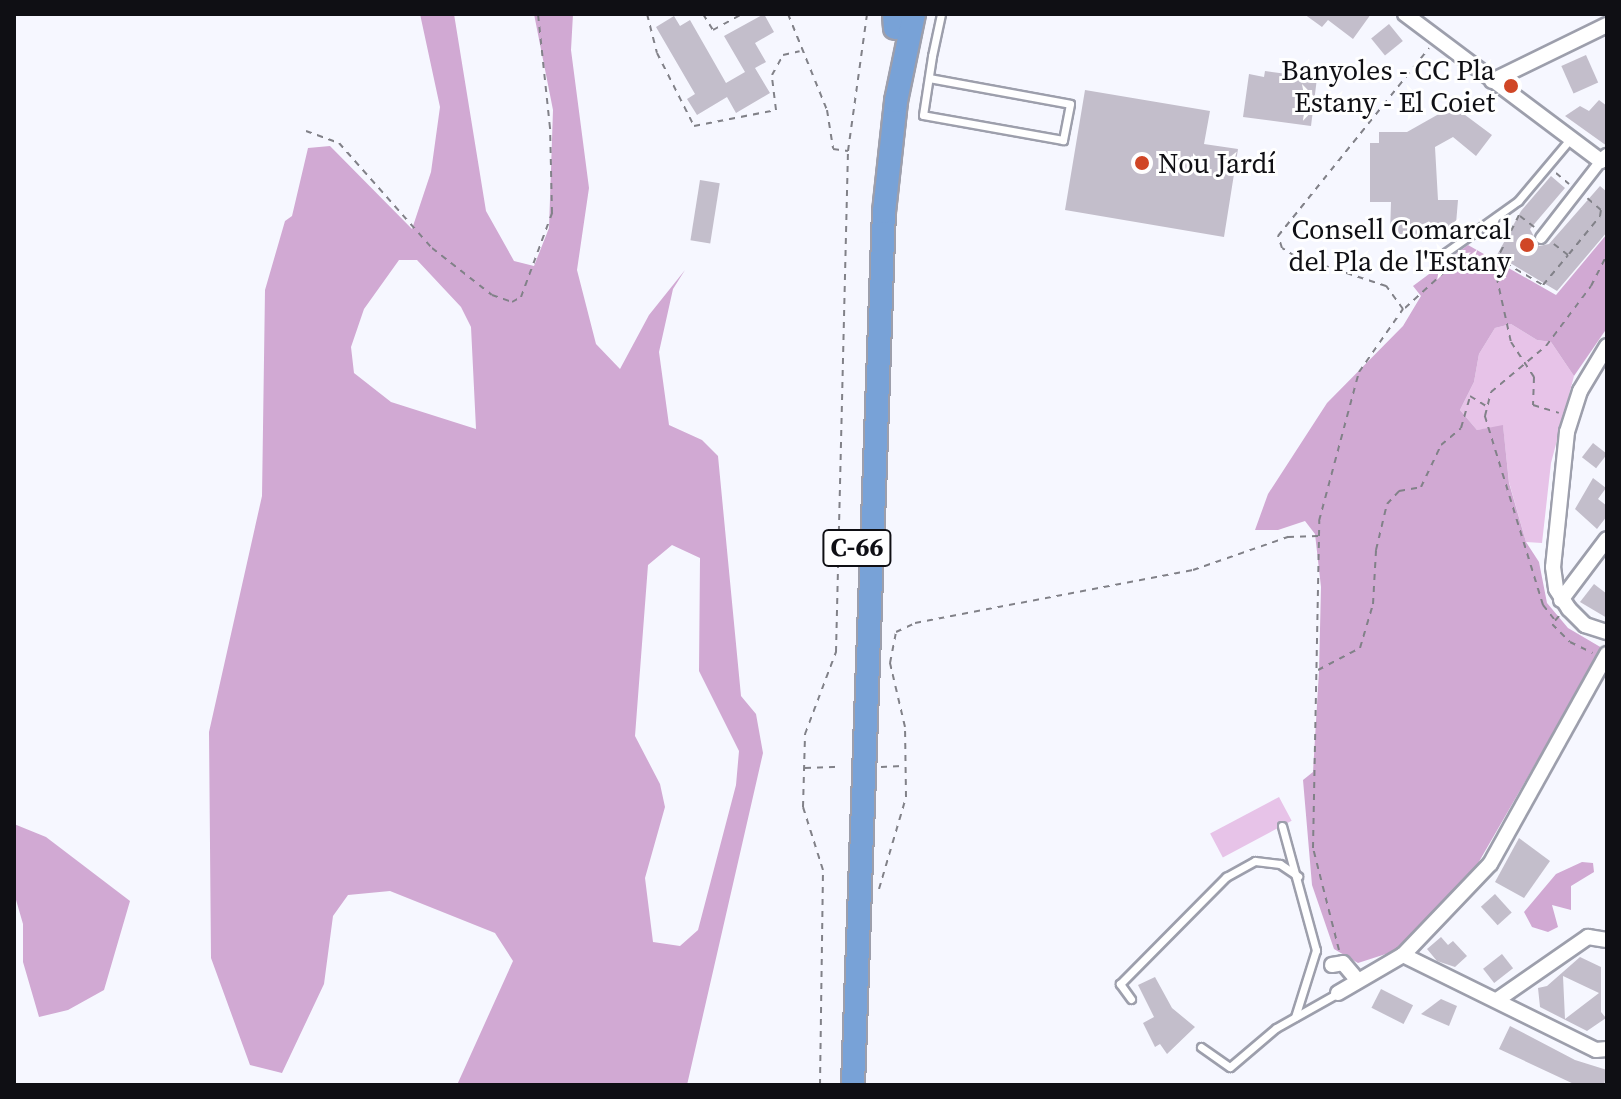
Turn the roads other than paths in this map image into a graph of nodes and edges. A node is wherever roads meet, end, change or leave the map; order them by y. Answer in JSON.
{"nodes":[{"id":1,"x":923,"y":14,"type":"edge"},
{"id":2,"x":941,"y":14,"type":"edge"},
{"id":3,"x":1405,"y":14,"type":"edge"},
{"id":4,"x":902,"y":21,"type":"edge"},
{"id":5,"x":1607,"y":25,"type":"edge"},
{"id":6,"x":929,"y":78,"type":"junction"},
{"id":7,"x":1492,"y":81,"type":"junction"},
{"id":8,"x":1571,"y":138,"type":"junction"},
{"id":9,"x":1604,"y":159,"type":"edge"},
{"id":10,"x":1541,"y":238,"type":"dead end"},
{"id":11,"x":1445,"y":253,"type":"dead end"},
{"id":12,"x":1607,"y":346,"type":"edge"},
{"id":13,"x":1607,"y":539,"type":"edge"},
{"id":14,"x":1565,"y":604,"type":"junction"},
{"id":15,"x":1607,"y":632,"type":"edge"},
{"id":16,"x":1606,"y":655,"type":"edge"},
{"id":17,"x":1282,"y":826,"type":"dead end"},
{"id":18,"x":1298,"y":876,"type":"junction"},
{"id":19,"x":1607,"y":940,"type":"edge"},
{"id":20,"x":1403,"y":955,"type":"junction"},
{"id":21,"x":1337,"y":964,"type":"road end"},
{"id":22,"x":1358,"y":981,"type":"junction"},
{"id":23,"x":1338,"y":993,"type":"joint"},
{"id":24,"x":1131,"y":999,"type":"dead end"},
{"id":25,"x":1497,"y":1000,"type":"junction"},
{"id":26,"x":1295,"y":1017,"type":"junction"},
{"id":27,"x":1201,"y":1047,"type":"dead end"},
{"id":28,"x":1607,"y":1049,"type":"edge"},
{"id":29,"x":839,"y":1085,"type":"edge"},
{"id":30,"x":853,"y":1085,"type":"edge"}],
"edges":[{"from":1,"to":4,"type":"highway"},
{"from":2,"to":6,"type":"lane"},
{"from":3,"to":7,"type":"street"},
{"from":4,"to":29,"type":"highway","number":"C-66"},
{"from":4,"to":30,"type":"highway","number":"C-66"},
{"from":5,"to":7,"type":"street"},
{"from":6,"to":6,"type":"lane"},
{"from":7,"to":8,"type":"street"},
{"from":8,"to":9,"type":"street"},
{"from":8,"to":11,"type":"lane"},
{"from":9,"to":10,"type":"street"},
{"from":12,"to":14,"type":"street"},
{"from":13,"to":14,"type":"street"},
{"from":14,"to":15,"type":"street"},
{"from":16,"to":20,"type":"street"},
{"from":17,"to":18,"type":"lane"},
{"from":18,"to":24,"type":"lane"},
{"from":18,"to":26,"type":"lane"},
{"from":19,"to":25,"type":"street"},
{"from":20,"to":22,"type":"street"},
{"from":20,"to":25,"type":"street"},
{"from":21,"to":22,"type":"street"},
{"from":22,"to":23,"type":"street"},
{"from":23,"to":26,"type":"lane"},
{"from":25,"to":28,"type":"street"},
{"from":26,"to":27,"type":"lane"}]}
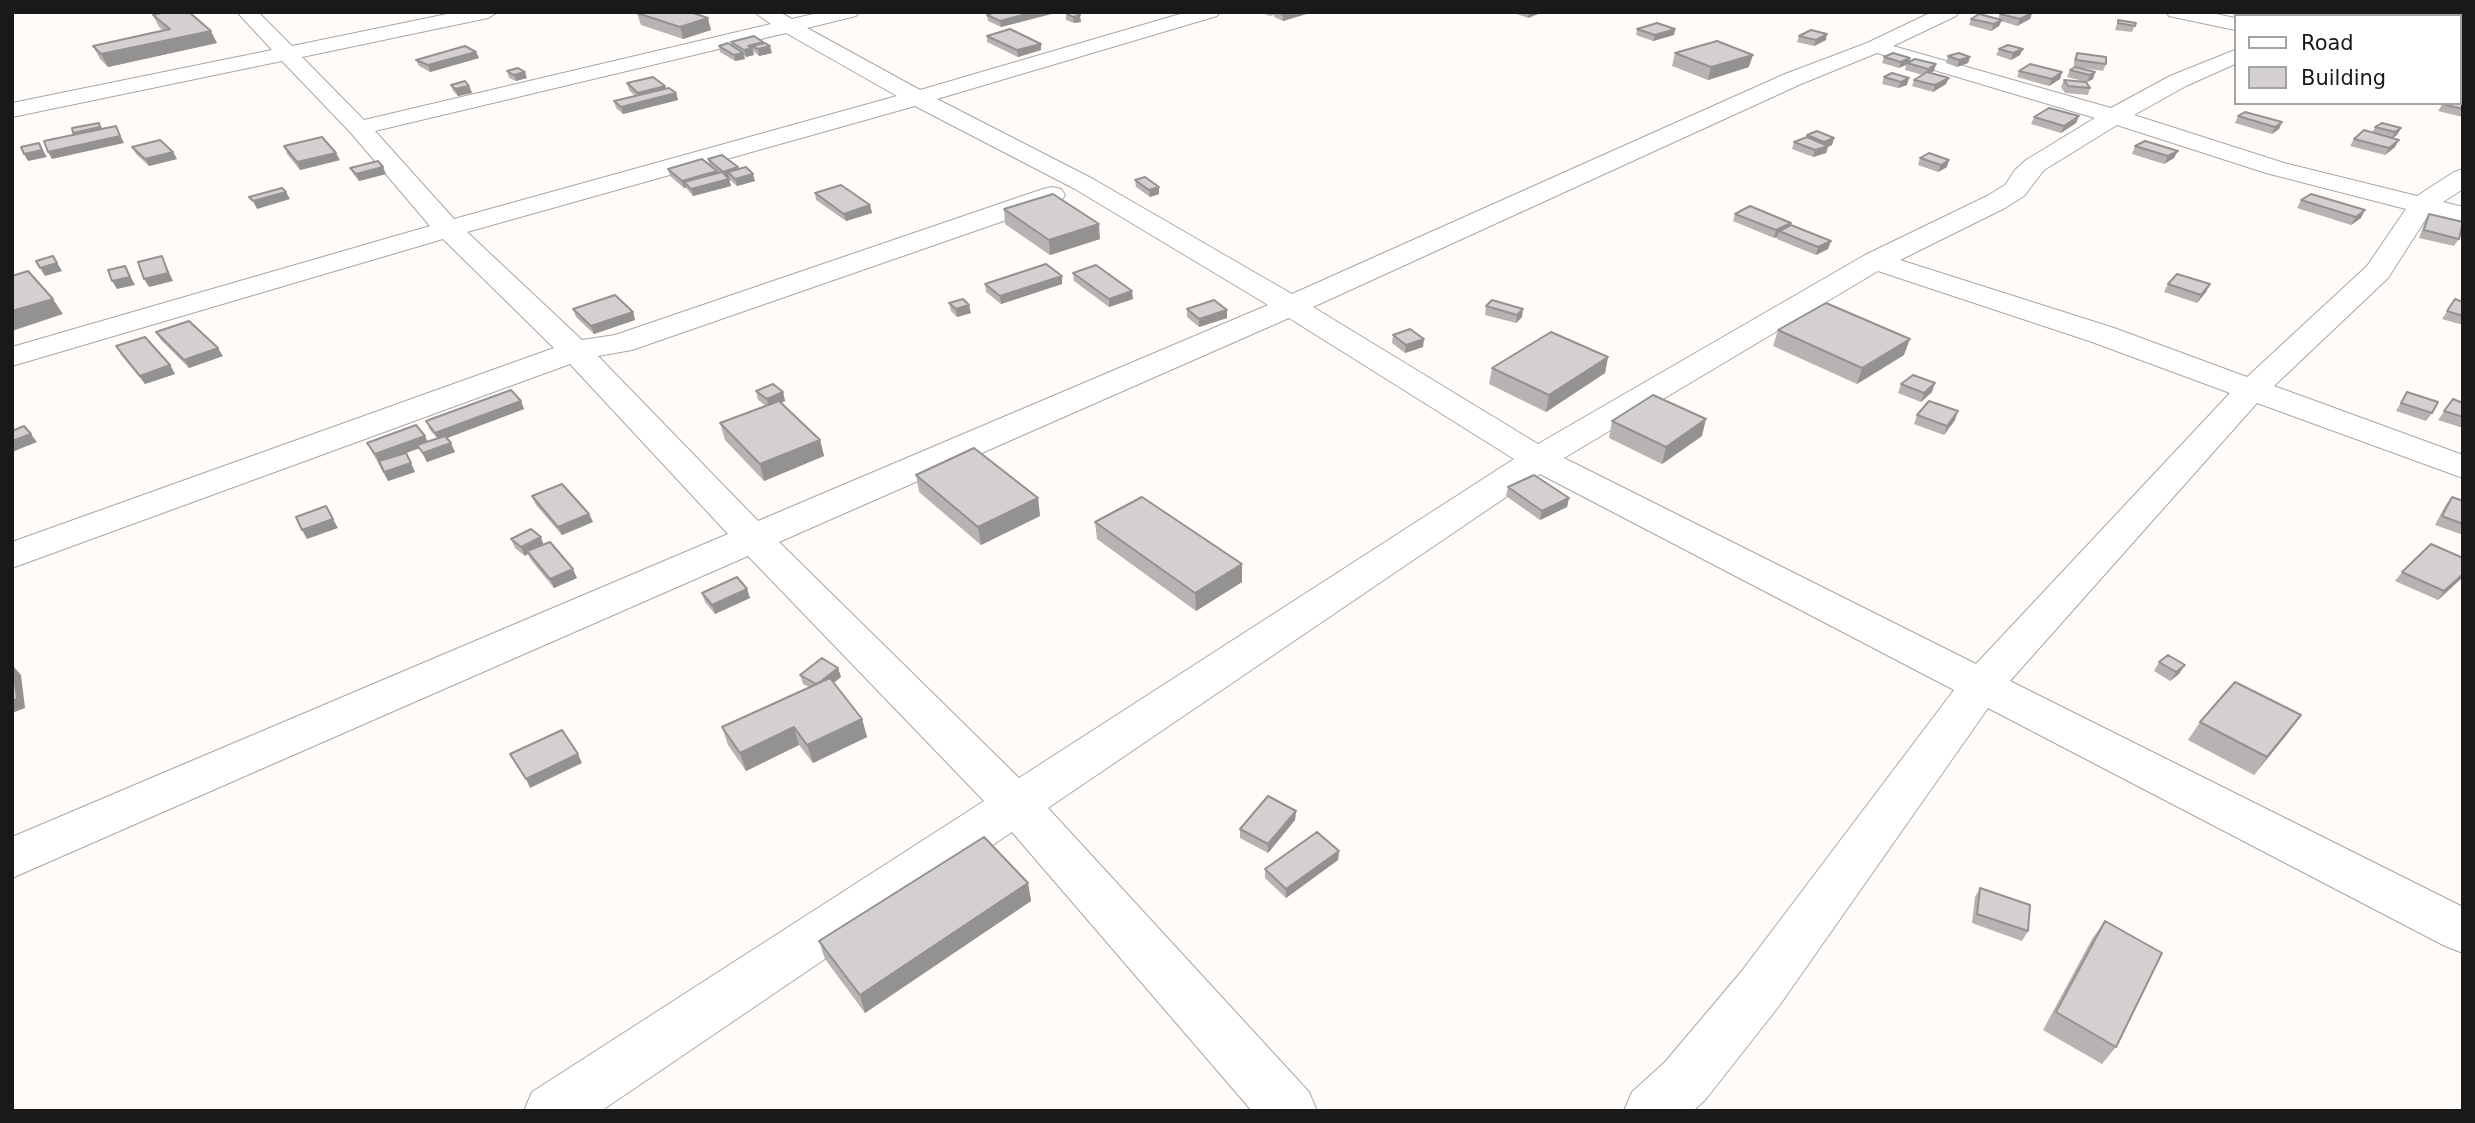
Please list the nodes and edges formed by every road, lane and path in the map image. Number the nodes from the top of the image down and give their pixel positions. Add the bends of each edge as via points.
1 (247, 12) edge
2 (488, 12) edge
3 (849, 12) edge
4 (1210, 12) edge
5 (1949, 12) edge
6 (2175, 12) edge
7 (776, 19) edge
8 (2234, 24) edge
9 (1874, 47) junction
10 (288, 53) junction
11 (2234, 56) edge
12 (917, 98) junction
13 (12, 110) edge
14 (2114, 116) junction
15 (359, 128) junction
16 (2463, 177) edge
17 (1084, 184) junction
18 (2422, 204) junction
19 (2463, 215) edge
20 (448, 229) junction
21 (1875, 261) junction
22 (1291, 306) junction
23 (575, 351) junction
24 (12, 357) edge
25 (2252, 389) junction
26 (1538, 459) junction
27 (2463, 467) edge
28 (754, 539) junction
29 (12, 556) edge
30 (1981, 685) junction
31 (1017, 805) junction
32 (12, 858) edge
33 (2463, 931) edge
34 (552, 1111) edge
35 (1289, 1111) edge
36 (1652, 1111) edge

1 - 10 street
2 - 10 street
3 - 7 street
4 - 12 street
5 - 9 street
6 - 8 street
7 - 12 street
7 - 15 street
9 - 14 street
9 - 22 street via 1780,84
10 - 13 street
10 - 15 street
11 - 14 street
12 - 17 street
12 - 20 street
14 - 18 street via 2275,168
14 - 21 street via 2035,165 2015,190 1996,202
15 - 20 street
16 - 18 street
17 - 22 street
17 - 23 street via 621,344
18 - 19 street
18 - 25 street via 2378,272
20 - 23 street
20 - 24 street
21 - 25 street
21 - 26 street
22 - 26 street
22 - 28 street
23 - 28 street
23 - 29 street
25 - 27 street
25 - 30 street
26 - 30 street
26 - 31 street
28 - 31 street
28 - 32 street
30 - 33 street
30 - 36 street via 1760,989 1685,1081
31 - 34 street
31 - 35 street

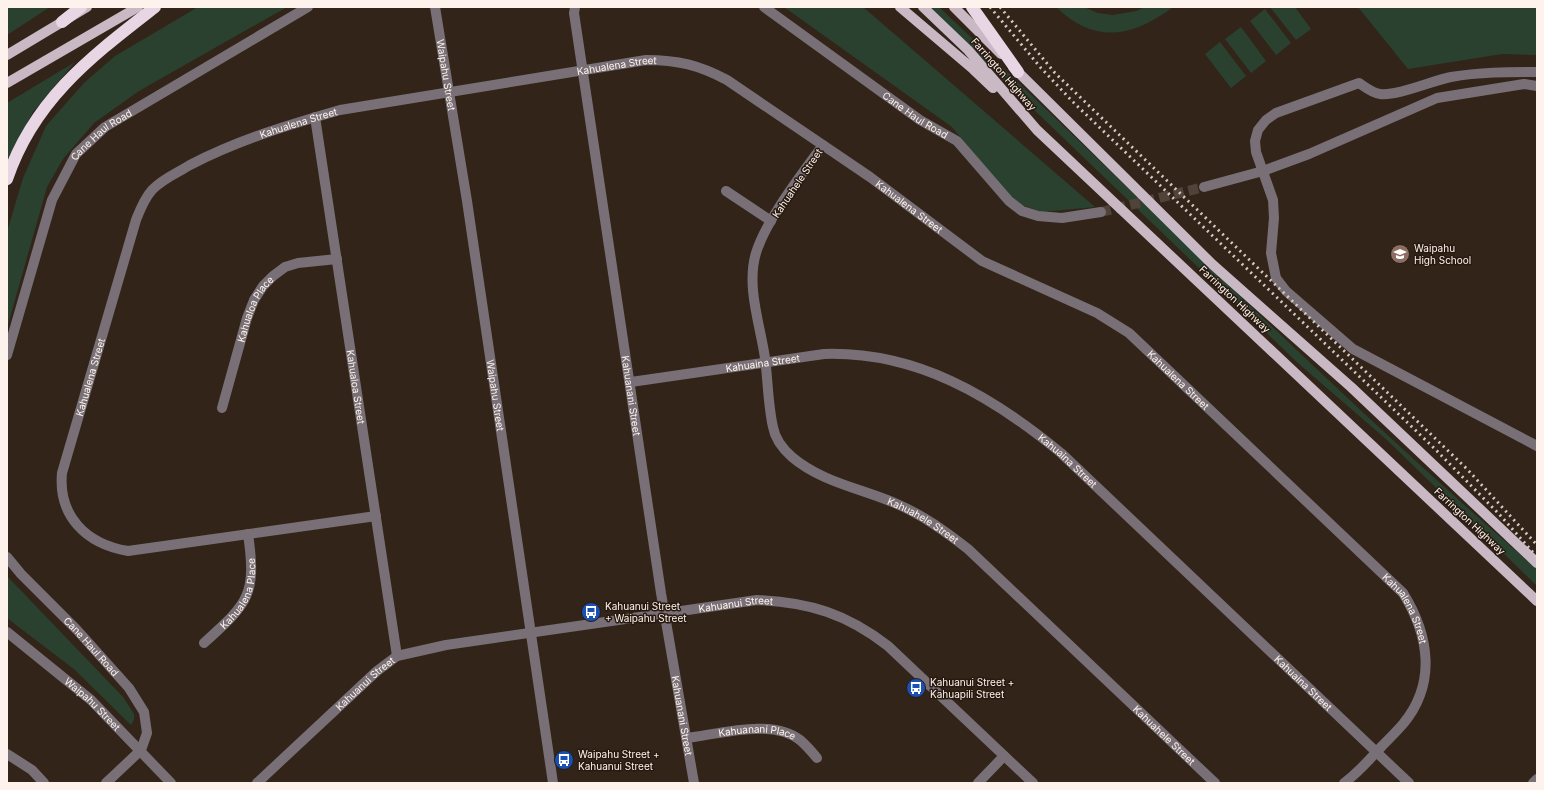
□ □ □ □
- _YOUR GOAL_
Pull out every line of the records above that contains the word "highway".

- _EXERCISE ANSWER_
"edges":[{"from":1,"to":4,"type":"highway"},
{"from":4,"to":29,"type":"highway","number":"C-66"},
{"from":4,"to":30,"type":"highway","number":"C-66"},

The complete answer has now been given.